According to Nguyen Quoc Truong, deputy director of the Institute for Development Strategy, the VPE500 is widely regarded as a major force with considerable influence in the market. “The business models, competitive prowess, and growth of the VPE500 group could set precedents, shaping strategic matters such as technological advancements and global value chain integrations,” said Truong.
Dr. Tran Toan Thang, head of the International Department at the Institute and a member of the VPE500 research team, revealed that a large portion of these top 500 private firms are primarily located in two regions, the Red River Delta and the southeastern region, with Ho Chi Minh City, Hanoi, Binh Duong, Dong Nai, and Hung Yen accounting for 50 to 52 per cent. Key sectors that feature prominently among these large private enterprises include manufacturing, trading, and construction.
The VPE500 report also highlighted the rapid growth of these businesses, indicating not only their larger scale compared to other private companies but also their faster expansion rates. On average, VPE500 companies have seen yearly productivity growth of approximately 9.3 per cent, an asset growth of 18 per cent, and a revenue growth of just under 12 per cent.
Discussing the influence of the VPE500, Dr. Thang said, “The activities of these entities have a significant ripple effect on domestic private investment, surpassing the impacts of both foreign-invested enterprises (FIEs) and state-owned enterprises. Specifically, a 1 per cent increase in VPE500 investment boosts domestic private enterprise investments by 0.45 per cent in the initial year and a further 0.26 per cent in the following year.”
“This suggests that investments by larger private companies stimulate investment demand from smaller private enterprises, who act as suppliers or satellite firms to the VPE500,” Dr. Thang added.

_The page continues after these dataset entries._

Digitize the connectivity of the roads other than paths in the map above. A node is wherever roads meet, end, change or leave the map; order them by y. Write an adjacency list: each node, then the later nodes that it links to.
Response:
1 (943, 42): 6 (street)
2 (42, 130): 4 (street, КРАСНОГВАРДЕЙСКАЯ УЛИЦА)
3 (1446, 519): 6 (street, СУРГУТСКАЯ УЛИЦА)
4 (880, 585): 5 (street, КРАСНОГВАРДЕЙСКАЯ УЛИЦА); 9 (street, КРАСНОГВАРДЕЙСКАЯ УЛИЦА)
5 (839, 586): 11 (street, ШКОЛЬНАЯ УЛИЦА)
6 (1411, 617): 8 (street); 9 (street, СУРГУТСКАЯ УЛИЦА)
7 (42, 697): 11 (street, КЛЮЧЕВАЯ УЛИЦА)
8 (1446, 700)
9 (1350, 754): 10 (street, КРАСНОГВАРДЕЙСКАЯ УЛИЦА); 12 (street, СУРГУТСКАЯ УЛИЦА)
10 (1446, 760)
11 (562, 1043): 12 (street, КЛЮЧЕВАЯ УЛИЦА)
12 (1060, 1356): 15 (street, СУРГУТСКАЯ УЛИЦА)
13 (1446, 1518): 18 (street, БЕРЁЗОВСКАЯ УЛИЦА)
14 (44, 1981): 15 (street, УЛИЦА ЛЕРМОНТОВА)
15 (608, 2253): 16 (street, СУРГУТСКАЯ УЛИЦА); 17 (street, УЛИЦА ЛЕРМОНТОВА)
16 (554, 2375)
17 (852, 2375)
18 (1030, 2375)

Conversely, Dr.Thang also noted the presence of an investment crowding-out phenomenon caused by FIEs in the same industry, impacting downstream domestic private businesses.
For instance, a 1 per cent increase in FIE investments results in a 0.32 per cent reduction in domestic private enterprise investment in the current year and a further 0.16 per cent in the subsequent year.
Moreover, evidence suggests that both the VPE500 and FIEs have a crowding-out effect on domestic private enterprises.
“An increase of 1 per cent in VPE500 revenues can reduce the revenue of smaller domestic private businesses by 0.11 per cent in the following year due to increased competition,” said Dr. Thang.
Financial backing for the report was provided by the German Konrad-Adenauer-Stiftung Institute in Vietnam.